Collected data
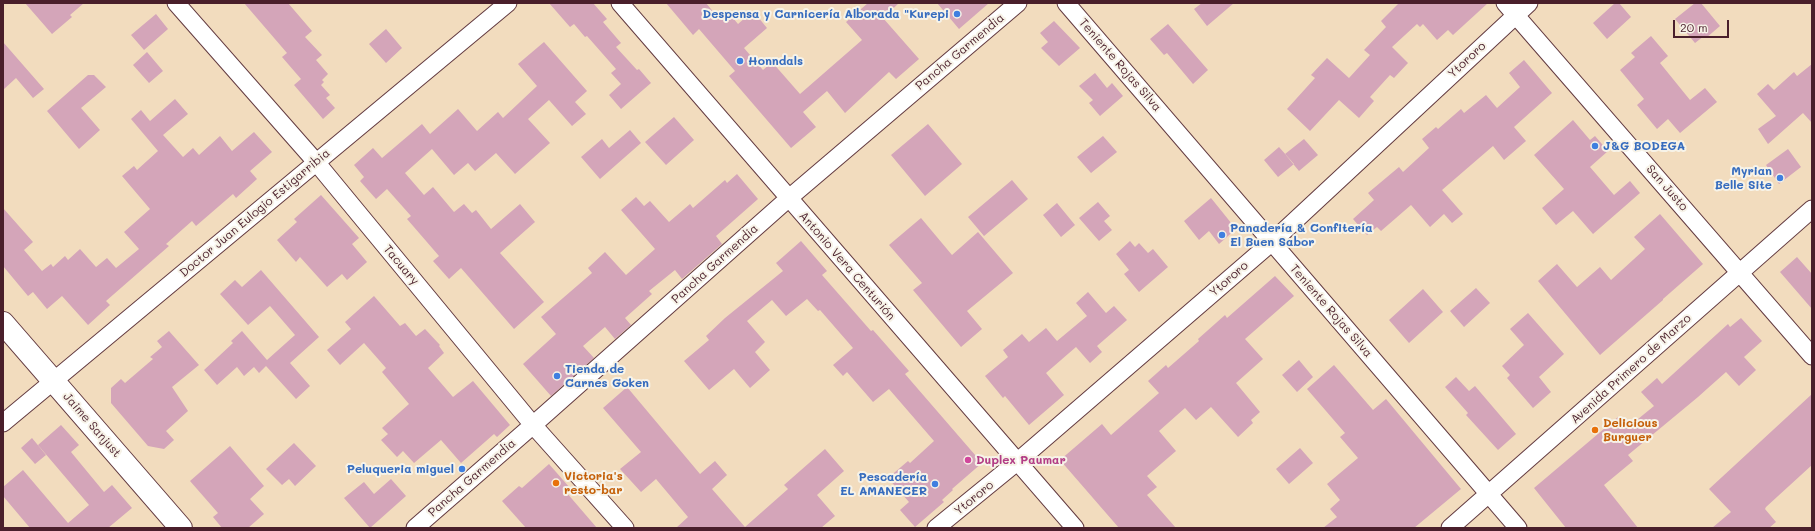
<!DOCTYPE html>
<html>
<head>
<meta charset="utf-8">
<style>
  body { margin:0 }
  #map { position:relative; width:1815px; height:531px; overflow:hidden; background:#f2dcbe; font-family:Mali,sans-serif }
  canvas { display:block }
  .frame { position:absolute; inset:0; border:4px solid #4a1f2b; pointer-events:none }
  .scale { position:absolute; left:1673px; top:20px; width:56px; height:18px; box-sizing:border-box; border:2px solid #4a1f2b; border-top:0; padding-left:5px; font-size:12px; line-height:14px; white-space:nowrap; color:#4a1f2b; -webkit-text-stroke:3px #f7f3e8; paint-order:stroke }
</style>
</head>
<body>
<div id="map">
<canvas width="1815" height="531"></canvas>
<div class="frame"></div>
<div class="scale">20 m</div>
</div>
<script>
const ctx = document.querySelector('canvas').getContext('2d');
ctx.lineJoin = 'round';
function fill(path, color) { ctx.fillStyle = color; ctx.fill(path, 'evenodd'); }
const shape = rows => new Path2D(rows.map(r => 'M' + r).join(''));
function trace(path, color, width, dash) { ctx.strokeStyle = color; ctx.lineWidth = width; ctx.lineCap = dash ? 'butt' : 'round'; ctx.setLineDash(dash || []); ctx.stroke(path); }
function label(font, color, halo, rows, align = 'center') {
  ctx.font = font + ' Mali,sans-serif'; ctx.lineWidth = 4; ctx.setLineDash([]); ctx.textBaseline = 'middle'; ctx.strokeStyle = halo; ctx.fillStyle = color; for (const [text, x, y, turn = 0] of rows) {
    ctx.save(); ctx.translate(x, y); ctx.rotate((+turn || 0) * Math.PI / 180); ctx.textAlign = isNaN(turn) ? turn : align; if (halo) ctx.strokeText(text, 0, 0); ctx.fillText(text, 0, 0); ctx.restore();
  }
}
fill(shape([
  [25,3,84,3,70,15,72,17,52,34],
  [244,3,288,3,312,31,305,37,322,55,316,60,328,74,322,80,324,82,321,85,330,95,326,98,335,108,323,119,294,85,301,79,282,57,287,53],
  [549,3,593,3,607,19,603,22,621,43,616,47,637,70,639,69,651,83,621,109,609,95,621,84,611,73,616,69,587,36,585,37,574,24,570,27],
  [666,3,706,3,720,20,728,12,738,24,753,11,767,28,744,48,763,70,772,62,800,94,862,40,846,22,868,3,899,3,883,18,919,59,896,79,889,72,845,113,827,91,803,112,816,127,791,148,729,76,735,71,699,29,693,35],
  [937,3,989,3,959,29],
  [1202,3,1234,3,1207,26,1194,9],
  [1399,3,1488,3,1453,35,1448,30,1437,40,1423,24,1420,27,1417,24,1392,47,1408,63,1394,78,1390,75,1370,97,1374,101,1359,118,1339,100,1310,131,1287,109,1315,78,1311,75,1327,58,1349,78,1370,55,1364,50,1386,27,1381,21],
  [1615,3,1619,3,1631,17,1607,39,1593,23],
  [1695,3,1701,3,1720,26,1706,38,1704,36,1695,43,1675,19],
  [156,14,168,29,144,50,131,35],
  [1054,21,1080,48,1059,66,1041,48,1048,42,1040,33],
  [1168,24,1208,70,1193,84,1167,53,1164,55,1150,39],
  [386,29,402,48,386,63,369,44],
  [1651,36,1668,56,1660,63,1690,100,1705,88,1717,102,1680,133,1668,119,1657,129,1637,105,1644,99,1620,70,1635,57,1631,53],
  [3,42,44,89,33,98,16,78,3,90],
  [544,42,587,91,575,102,586,114,572,126,549,100,528,119,550,143,515,174,496,153,475,171,468,163,454,175,432,149,405,173,424,195,433,187,454,212,464,204,472,213,476,210,491,229,520,204,535,222,500,253,544,302,514,329,461,268,449,279,433,261,439,256,407,219,411,216,387,189,376,199,360,181,364,177,354,165,373,148,382,158,422,124,430,134,458,109,477,131,498,112,503,118,537,86,518,64],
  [147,52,163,71,149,83,133,65],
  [1524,60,1552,93,1514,127,1526,141,1504,160,1493,146,1442,190,1463,214,1452,223,1444,214,1430,227,1411,205,1381,231,1377,227,1367,235,1353,219,1374,200,1368,193,1399,167,1403,172,1429,148,1422,139,1436,127,1438,129,1461,109,1464,113,1486,95,1497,108,1520,87,1509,73],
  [1812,64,1812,123,1803,113,1768,144,1758,129,1776,116,1757,94,1768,84,1774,90,1794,72,1797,76],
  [1095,73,1107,88,1112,83,1123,96,1100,116,1089,103,1093,100,1079,86],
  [88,75,94,75,106,87,81,108,100,130,79,149,47,111],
  [175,99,188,114,163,135,183,157,193,148,199,155,220,136,232,151,254,132,272,152,250,171,257,179,236,198,233,194,196,226,192,221,166,244,169,246,106,301,110,305,88,325,62,296,47,309,33,292,28,296,3,266,3,208,33,242,24,250,42,271,51,264,53,267,65,256,68,260,80,249,96,267,107,258,116,268,139,249,124,232,150,209,122,176,134,166,137,170,158,151,131,119,141,110,150,121],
  [674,117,694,140,666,165,645,142],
  [1573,120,1590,140,1595,136,1608,151,1590,167,1614,195,1630,181,1640,193,1593,234,1573,211,1556,225,1542,208,1564,189,1534,155],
  [928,124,962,164,925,196,891,155],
  [630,130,641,143,600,179,581,157,602,139,609,148],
  [1103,136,1117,152,1091,173,1077,157],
  [1304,139,1318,155,1299,171,1285,154],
  [1279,147,1294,164,1278,177,1264,160],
  [1788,149,1801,167,1779,184,1766,165],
  [737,174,758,199,716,236,722,244,682,279,675,270,649,291,652,294,625,318,631,325,615,339,605,327,583,346,594,358,551,396,523,364,556,334,541,317,592,273,588,268,605,252,626,275,655,249,621,210,636,197,644,206,650,201,669,222,690,204,693,208,725,180,727,183],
  [1012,180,1028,199,984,236,968,217],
  [321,195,359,238,352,244,367,262,347,280,342,274,327,287,300,257,296,262,277,240,297,222,294,219],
  [1211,198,1236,229,1219,244,1209,231,1199,240,1184,221],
  [1098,202,1110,216,1104,221,1112,230,1099,241,1079,218],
  [1057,203,1075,225,1061,237,1043,215],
  [1660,214,1703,264,1663,299,1663,300,1600,355,1538,281,1557,264,1577,287,1600,267,1611,280,1645,249,1634,237],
  [921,218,952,255,978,232,1013,273,967,311,982,329,961,347,913,290,922,283,889,245],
  [801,241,827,271,822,275,871,331,873,330,909,371,905,374,982,463,952,489,953,490,942,500,944,502,915,527,900,510,909,502,888,478,908,461,910,463,934,441,889,389,873,402,847,372,843,376,833,365,853,348,820,310,818,311,807,299,786,316,772,300,747,321,765,342,755,352,770,370,750,388,734,369,709,390,684,361,709,340,706,336,725,318,783,271,776,263],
  [1130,241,1135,247,1139,243,1148,253,1153,249,1168,267,1139,292,1124,274,1129,270,1116,254],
  [1797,257,1812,274,1812,309,1780,272],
  [261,270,319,337,290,363,310,386,296,399,266,366,259,373,254,367,244,376,237,367,217,385,204,370,233,343,231,341,242,331,267,360,295,335,270,306,248,325,220,294,235,280,242,287],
  [1275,276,1294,296,1245,339,1263,359,1236,383,1260,412,1251,420,1253,423,1238,437,1211,407,1196,420,1185,408,1159,431,1176,451,1147,476,1157,487,1147,495,1176,528,1119,528,1060,460,1102,424,1111,435,1159,393,1148,381,1166,365,1168,368,1199,341,1198,339,1225,315,1227,318],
  [1476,288,1490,303,1464,327,1450,311],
  [1423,289,1443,312,1409,343,1389,320],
  [1088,292,1106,313,1114,306,1127,320,1097,346,1102,352,1090,363,1076,347,1046,373,1064,395,1029,425,1005,396,1003,398,985,376,1008,357,1003,350,1022,334,1029,342,1046,328,1057,341,1087,316,1076,303],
  [374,296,400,326,405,323,416,336,425,329,440,345,439,346,444,353,428,368,453,397,473,381,510,425,497,437,494,434,461,463,441,440,414,463,403,451,397,457,381,440,388,434,382,428,409,404,382,372,386,368,364,343,340,365,327,350,351,329,345,322],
  [1528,313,1564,354,1539,377,1551,392,1533,408,1507,378,1510,375,1502,366,1524,345,1510,329],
  [1741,318,1762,341,1744,357,1756,370,1739,386,1726,372,1698,397,1628,455,1633,461,1604,485,1638,528,1566,528,1534,488,1618,417,1627,428,1654,406,1641,392,1657,378,1662,384,1728,324,1730,327],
  [169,331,199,365,172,387,188,411,166,431,174,440,164,449,148,446,111,403,111,388,121,379,125,383,153,359,150,357,162,347,157,341],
  [1299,360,1313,377,1297,392,1282,375],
  [1334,365,1373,410,1386,399,1461,489,1414,528,1323,528,1337,517,1330,509,1340,500,1327,484,1358,458,1340,437,1345,433,1307,389],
  [1456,377,1469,391,1475,386,1516,434,1498,450,1466,415,1468,413,1445,387],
  [627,387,700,474,715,461,727,475,712,489,745,527,788,489,784,485,825,449,844,471,817,495,835,516,821,528,676,528,688,517,656,479,641,492,620,469,641,452,603,408],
  [1812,394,1812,465,1766,507,1765,509,1776,522,1769,528,1712,528,1731,512,1709,489],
  [61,425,79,445,71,452,104,492,112,485,132,508,108,528,30,528,3,496,3,487,23,470,68,523,89,505,38,445],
  [32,438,46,455,35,464,21,448],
  [294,443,316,466,295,486,289,479,282,485,266,469],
  [230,446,264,486,250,499,264,514,248,528,222,528,213,517,218,513,190,481],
  [1300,448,1313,463,1289,484,1276,469],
  [549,464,570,488,566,492,597,528,526,528,502,501,519,486,522,488],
  [391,479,406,496,370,528,344,498,364,482,374,494]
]), '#d4a5b9');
const street = shape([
  [176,3,316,162,533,425,625,528],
  [620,3,1075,528],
  [1066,3,1518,528],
  [1505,3,1812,356],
  [3,423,508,3],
  [415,528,533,425,789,198,1018,3],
  [936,528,1017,462,1272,242,1529,3],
  [1450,528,1812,209]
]);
const secondary = shape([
  [3,323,181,528]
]);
trace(street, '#633b41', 19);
trace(secondary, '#633b41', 24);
trace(street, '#fff', 17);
trace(secondary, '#fff', 22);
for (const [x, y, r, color] of [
  [957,14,4,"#3f7fe0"],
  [740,61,4,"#3f7fe0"],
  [1595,146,4,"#3f7fe0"],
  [1780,178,4,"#3f7fe0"],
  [1222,235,4,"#3f7fe0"],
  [557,376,4,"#3f7fe0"],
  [1595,430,4,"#e8710a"],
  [968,460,4,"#d1479c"],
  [462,469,4,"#3f7fe0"],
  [556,483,4,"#e8710a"],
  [935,484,4,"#3f7fe0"]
]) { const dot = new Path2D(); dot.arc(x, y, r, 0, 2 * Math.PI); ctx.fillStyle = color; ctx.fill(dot); trace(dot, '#f7f3e8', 1.5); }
label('bold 12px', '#366cbe', '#f7f3e8', [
  ["Despensa y Carnicería Alborada \"Kurepi",949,14],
  ["Honndals",748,61,"left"],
  ["J&G BODEGA",1603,146,"left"],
  ["Myrian",1772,171],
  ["Belle Site",1772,185],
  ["Panadería & Confitería",1230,228,"left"],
  ["El Buen Sabor",1230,242,"left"],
  ["Tienda de",565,369,"left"],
  ["Carnes Goken",565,383,"left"],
  ["Peluqueria miguel",454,469],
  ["Pescadería",927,477],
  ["EL AMANECER",927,491]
], 'right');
label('12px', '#4a1f2b', '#f7f3e8', [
  ["Pancha Garmendia",960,52,-40],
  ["Ytororo",1467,60,-43],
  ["Teniente Rojas Silva",1120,65,49],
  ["San Justo",1667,188,49],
  ["Doctor Juan Eulogio Estigarribia",255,213,-40],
  ["Pancha Garmendia",715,264,-42],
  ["Tacuary",401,265,50],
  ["Antonio Vera Centurión",847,266,49],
  ["Ytororo",1229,279,-41],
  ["Teniente Rojas Silva",1331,311,49],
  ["Avenida Primero de Marzo",1631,369,-42],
  ["Jaime Sanjust",92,425,49],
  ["Pancha Garmendia",472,478,-41],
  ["Ytororo",974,498,-39]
]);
label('bold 12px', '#c56008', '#f7f3e8', [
  ["Delicious",1603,423],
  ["Burguer",1603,437],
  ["Victoria's",564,476],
  ["resto-bar",564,490]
], 'left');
label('bold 12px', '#b23c85', '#f7f3e8', [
  ["Duplex Paumar",976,460]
], 'left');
</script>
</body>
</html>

__WORK ORDER__
Search the records above for "align" and copy every line that has it.

__ANSWER SPACE__
function label(font, color, halo, rows, align = 'center') {
    ctx.save(); ctx.translate(x, y); ctx.rotate((+turn || 0) * Math.PI / 180); ctx.textAlign = isNaN(turn) ? turn : align; if (halo) ctx.strokeText(text, 0, 0); ctx.fillText(text, 0, 0); ctx.restore();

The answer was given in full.